Scheidung ist eine Kleinigkeit - Kapitel 4

Kapitel 4

« Qu'est-ce qui vous tracasse, jeune fille ? Vous semblez si perdue et si bouleversée. Heureusement, j'ai rengainé mon épée à temps, sinon une autre âme aurait été lésée. » En repensant à ce qui vient de se passer, je ressens encore une peur persistante. Cette jeune fille s'éloigne sans un bruit.

« C'est une longue histoire, mais en gros, j'ai eu une vie difficile. » Elle soupira en forçant un sourire. « Le thé est renversé. Je vais en chercher une autre théière. » Sur ces mots, elle s'éloigna précipitamment.

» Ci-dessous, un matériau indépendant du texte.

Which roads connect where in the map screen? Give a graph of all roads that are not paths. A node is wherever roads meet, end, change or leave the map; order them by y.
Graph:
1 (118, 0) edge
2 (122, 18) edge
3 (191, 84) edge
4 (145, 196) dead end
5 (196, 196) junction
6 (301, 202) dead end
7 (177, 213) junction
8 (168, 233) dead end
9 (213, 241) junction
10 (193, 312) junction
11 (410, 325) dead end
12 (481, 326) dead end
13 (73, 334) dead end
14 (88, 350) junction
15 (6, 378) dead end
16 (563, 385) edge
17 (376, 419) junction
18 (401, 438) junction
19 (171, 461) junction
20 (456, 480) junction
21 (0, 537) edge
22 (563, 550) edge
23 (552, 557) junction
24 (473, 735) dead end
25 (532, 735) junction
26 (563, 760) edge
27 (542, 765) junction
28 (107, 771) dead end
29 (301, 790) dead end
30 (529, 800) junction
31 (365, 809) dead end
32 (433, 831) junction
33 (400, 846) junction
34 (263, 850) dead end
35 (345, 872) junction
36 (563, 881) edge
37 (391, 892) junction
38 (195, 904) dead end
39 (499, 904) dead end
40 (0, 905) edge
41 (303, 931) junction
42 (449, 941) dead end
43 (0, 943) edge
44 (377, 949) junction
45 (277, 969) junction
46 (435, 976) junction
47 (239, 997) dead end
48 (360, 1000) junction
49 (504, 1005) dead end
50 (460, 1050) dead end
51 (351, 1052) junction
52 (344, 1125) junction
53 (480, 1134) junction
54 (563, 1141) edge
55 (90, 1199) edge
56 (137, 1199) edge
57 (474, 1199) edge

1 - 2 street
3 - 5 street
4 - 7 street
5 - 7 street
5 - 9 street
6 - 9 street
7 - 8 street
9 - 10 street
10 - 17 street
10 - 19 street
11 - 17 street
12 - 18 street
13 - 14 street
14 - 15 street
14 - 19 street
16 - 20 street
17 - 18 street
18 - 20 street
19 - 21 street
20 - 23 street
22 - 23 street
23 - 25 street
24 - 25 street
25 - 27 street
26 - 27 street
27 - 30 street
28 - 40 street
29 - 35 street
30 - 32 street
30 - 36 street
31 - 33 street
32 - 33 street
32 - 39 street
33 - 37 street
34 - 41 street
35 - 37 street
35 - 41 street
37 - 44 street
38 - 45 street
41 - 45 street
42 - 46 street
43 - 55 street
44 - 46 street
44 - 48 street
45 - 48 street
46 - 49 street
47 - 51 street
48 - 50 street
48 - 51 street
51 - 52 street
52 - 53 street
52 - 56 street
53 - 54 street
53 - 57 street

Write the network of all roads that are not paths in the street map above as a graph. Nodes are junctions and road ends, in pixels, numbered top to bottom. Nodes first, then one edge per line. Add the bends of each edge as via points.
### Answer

Ses pas étaient encore très légers lorsqu'elle est partie. Déçue, je suis retournée dans l'aile est pour me changer. Maître Mingyue m'a apporté un repas végétarien et m'a dit

: «

Maître vous attend déjà dans la salle bouddhiste. Après votre repas, vous pourrez accomplir la cérémonie de bénédiction.

»

Au centre du temple bouddhiste, Guanyin Bodhisattva, tenant un vase précieux, était assise avec grâce sur une fleur de lotus, les yeux légèrement baissés semblant embrasser le monde entier. Je me suis agenouillé sur le tapis de prière et j'ai allumé respectueusement un bâtonnet d'encens. Les jeunes filles se sont rassemblées lentement, sept au total, dont l'une était la jeune fille impétueuse que j'avais rencontrée le matin même. Ses yeux étaient encore rouges et gonflés, et elle gardait la tête baissée, l'air préoccupé.

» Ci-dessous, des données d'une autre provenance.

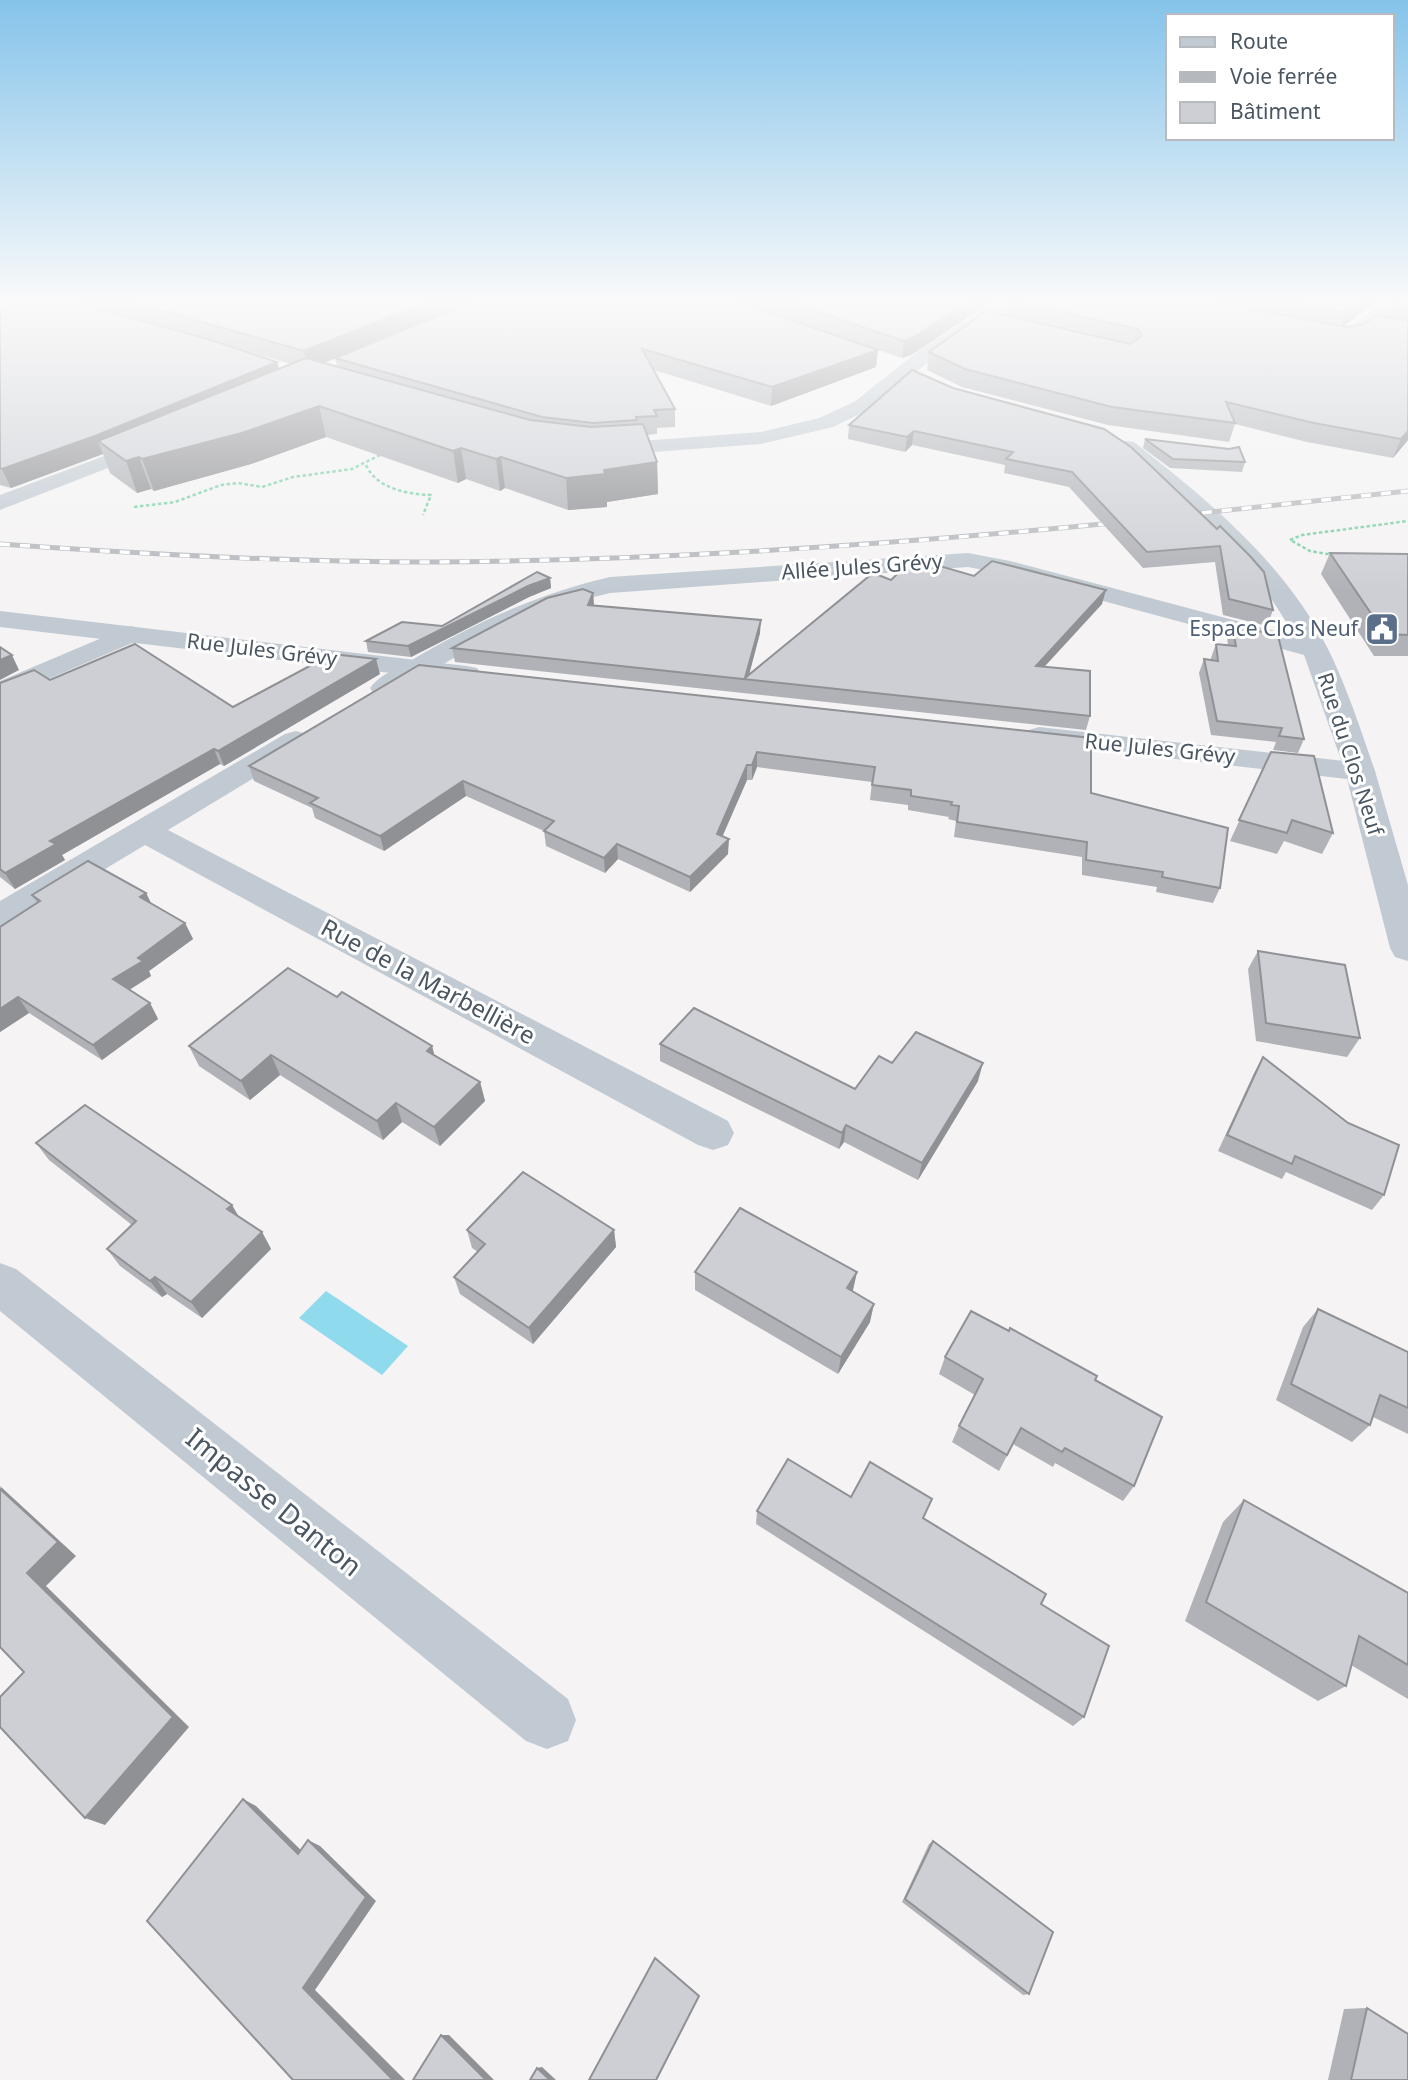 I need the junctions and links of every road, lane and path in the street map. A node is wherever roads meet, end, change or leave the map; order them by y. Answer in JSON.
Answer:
{"nodes":[{"id":1,"x":873,"y":397,"type":"edge"},
{"id":2,"x":178,"y":433,"type":"edge"},
{"id":3,"x":1150,"y":438,"type":"edge"},
{"id":4,"x":576,"y":449,"type":"edge"},
{"id":5,"x":388,"y":451,"type":"edge"},
{"id":6,"x":366,"y":464,"type":"junction"},
{"id":7,"x":0,"y":503,"type":"edge"},
{"id":8,"x":134,"y":507,"type":"dead end"},
{"id":9,"x":424,"y":514,"type":"dead end"},
{"id":10,"x":1408,"y":521,"type":"edge"},
{"id":11,"x":1337,"y":556,"type":"edge"},
{"id":12,"x":0,"y":619,"type":"edge"},
{"id":13,"x":130,"y":634,"type":"junction"},
{"id":14,"x":1315,"y":650,"type":"junction"},
{"id":15,"x":416,"y":668,"type":"junction"},
{"id":16,"x":499,"y":677,"type":"edge"},
{"id":17,"x":0,"y":691,"type":"edge"},
{"id":18,"x":357,"y":704,"type":"edge"},
{"id":19,"x":321,"y":725,"type":"edge"},
{"id":20,"x":1013,"y":733,"type":"edge"},
{"id":21,"x":1360,"y":771,"type":"junction"},
{"id":22,"x":144,"y":831,"type":"junction"},
{"id":23,"x":0,"y":917,"type":"edge"},
{"id":24,"x":1408,"y":948,"type":"edge"},
{"id":25,"x":713,"y":1133,"type":"dead end"},
{"id":26,"x":0,"y":1283,"type":"edge"},
{"id":27,"x":547,"y":1720,"type":"dead end"}],
"edges":[{"from":1,"to":4,"type":"street"},
{"from":2,"to":7,"type":"street"},
{"from":3,"to":14,"type":"street","name":"Rue du Clos Neuf"},
{"from":5,"to":6,"type":"path"},
{"from":6,"to":8,"type":"path"},
{"from":6,"to":9,"type":"path"},
{"from":10,"to":11,"type":"path"},
{"from":12,"to":13,"type":"street","name":"Rue Jules Grévy"},
{"from":13,"to":15,"type":"street","name":"Rue Jules Grévy"},
{"from":13,"to":17,"type":"street"},
{"from":14,"to":15,"type":"street","name":"Allée Jules Grévy"},
{"from":14,"to":21,"type":"street","name":"Rue du Clos Neuf"},
{"from":15,"to":16,"type":"street","name":"Rue Jules Grévy"},
{"from":15,"to":18,"type":"street"},
{"from":19,"to":22,"type":"street"},
{"from":20,"to":21,"type":"street","name":"Rue Jules Grévy"},
{"from":21,"to":24,"type":"street","name":"Rue du Clos Neuf"},
{"from":22,"to":23,"type":"street"},
{"from":22,"to":25,"type":"street","name":"Rue de la Marbellière"},
{"from":26,"to":27,"type":"street","name":"Impasse Danton"}]}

Maître Huiqing, qui avait déjà la cinquantaine, était un homme de peu de mots. Il nous a conduits dans la salle bouddhiste pour réciter des sutras.

C'est un passage des Écritures tout à fait ordinaire, et ma mère le récitait de temps en temps.

Je m'impatientai et me retournai, mais la jeune fille avait disparu. Son tapis de prière était vide, seules les contours de ses genoux étaient visibles. Tous avaient les yeux fermés. Je me levai silencieusement et regardai autour de moi. La silhouette élancée tourna au coin d'une rue et entra dans la cour arrière. Je la suivis de près. Elle poussa une porte donnant sur l'aile ouest et entra. J'atteignis la porte et m'apprêtais à frapper quand j'entendis un fracas : un tabouret était tombé. J'eus un mauvais pressentiment. Je poussai la porte et découvris un ruban de soie blanche d'un mètre de long, noué serré sur la poutre. La femme était suspendue dans les airs, telle une marionnette. Une arme dissimulée m'échappa des mains et la femme s'effondra au sol en poussant un faible gémissement, les larmes ruisselant sur ses joues. Elle reprit son souffle et dit : « Ma fille, tu ne peux pas me sauver. Il vaudrait mieux que je meure. »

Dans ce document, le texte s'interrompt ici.